AU Region Loading

Incident Report for Flatfile

Postmortem

Incident Overview

Date and Time of Incident: July 3rd starting at about 7:15pm MT to about 7:45pm MT

Nature of Incident: Ephemeral Database CPU Pinning on Australia Regional Environment

Services Affected: All Workbooks and Sheets endpoints

Details of the Incident

At approximately 7:15pm MT, we received a report from a customer on the Australia region that a database timeout error was being returned by the API. Upon investigation it was determined that the ephemeral database was experiencing degraded performance due to CPU load. We also investigated the API service in the Australia regional ECS cluster and rolled over the API deployment as a precautionary measure.

Impact Assessment

All Australia Regional platform users were unable to load workbooks or sheets during the incident. This resulted in degraded service for most customer workflows during the incident, including completely blocking some workflows due to API response failures. The incident was fully resolved about 30 minutes after initial report.

Root Cause

The root cause of this was CPU load on the ephemeral database instance. Upon investigation we discovered that the instance was a small size unable to handle the amount of load on it. We suspect also that background load due to postgres auto-vacuum might have been occurring at this time, exacerbating the problem.

Resolution

The ephemeral datastore instance was scaled up to a much larger instance size. This was sufficient to relieve the load and accommodate a much larger load from application users. We have confirmed that this resolved the problem. Going forward we will audit our regional deployments and determine if ephemeral datastores are at an appropriate scale to the volume of traffic on the region.

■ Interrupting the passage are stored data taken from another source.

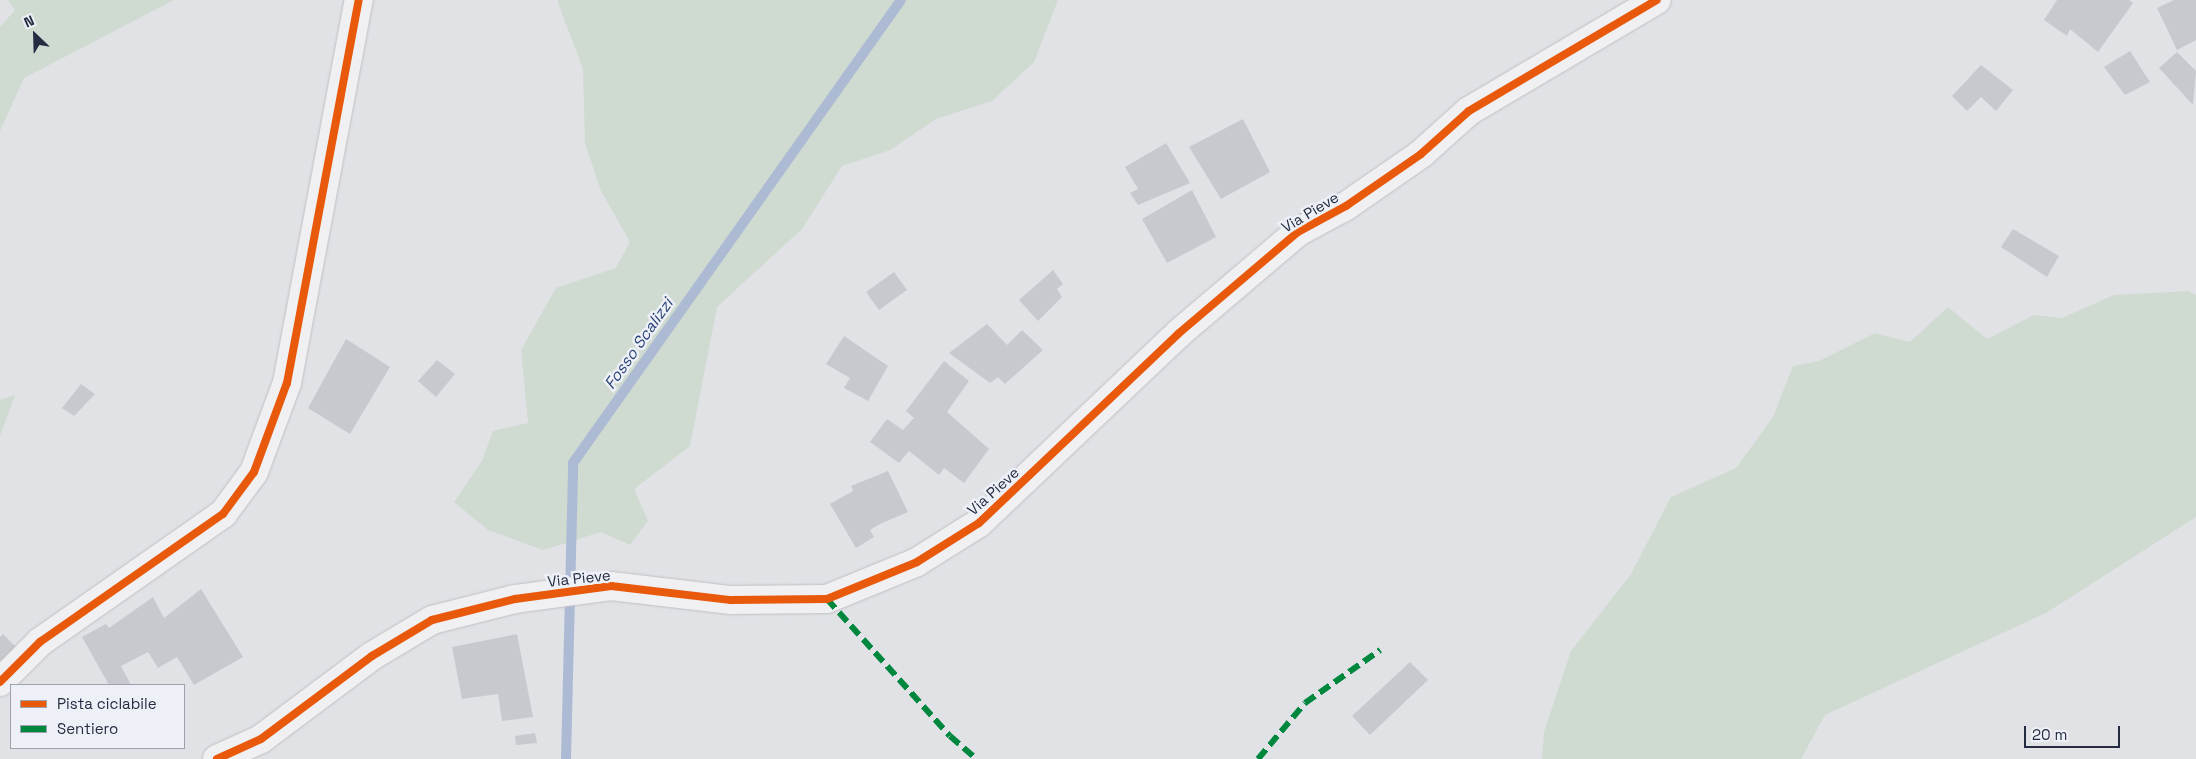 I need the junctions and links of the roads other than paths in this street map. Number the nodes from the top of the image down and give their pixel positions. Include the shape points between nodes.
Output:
1 (359, 0) edge
2 (1657, 0) edge
3 (0, 682) edge
4 (217, 759) edge

1 - 3 street via 287,383 254,472 223,514 40,642
2 - 4 street, Via Pieve via 1469,111 1414,159 1346,206 1298,232 1178,334 980,523 917,562 827,599 730,600 611,586 515,599 432,620 372,656 261,739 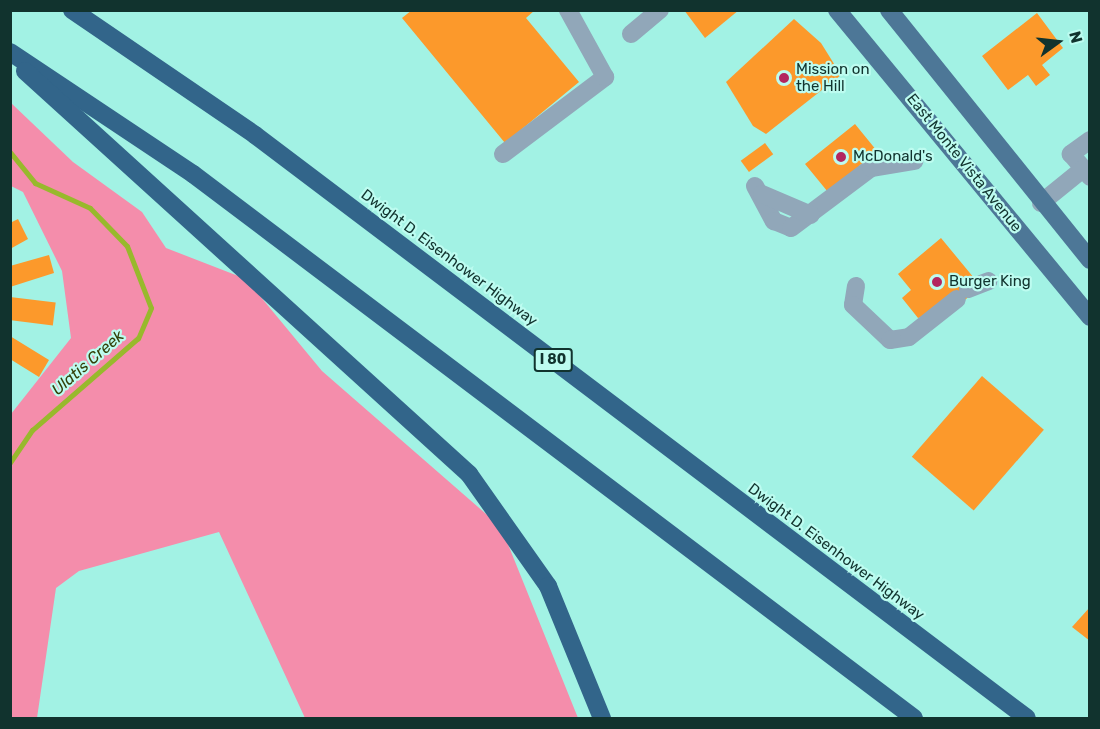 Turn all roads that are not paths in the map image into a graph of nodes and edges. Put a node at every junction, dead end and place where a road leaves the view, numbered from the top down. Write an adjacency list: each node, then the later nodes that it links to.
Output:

Security and Data Integrity

There was no loss of customer data and no security breach. We have reviewed application and database logs related to the incident and concluded that the database capacity problem was the root cause and that no other parts of the system experienced degradation.

Posted Jul 07, 2025 - 08:23 PDT

Resolved

This incident has been resolved.
Posted Jul 03, 2025 - 18:52 PDT

Monitoring

A fix has been implemented and we are monitoring the results.
Posted Jul 03, 2025 - 18:44 PDT

Identified

The issue has been identified and a fix is being implemented.
Posted Jul 03, 2025 - 18:39 PDT

Investigating

We are currently investigating an issue where our AU regional server is not loading for some customers. We are working to get a fix out as quickly as possible.
Posted Jul 03, 2025 - 18:18 PDT
This incident affected: Australia Regional Platform (AU Regional API, AU Spaces, AU Dashboard).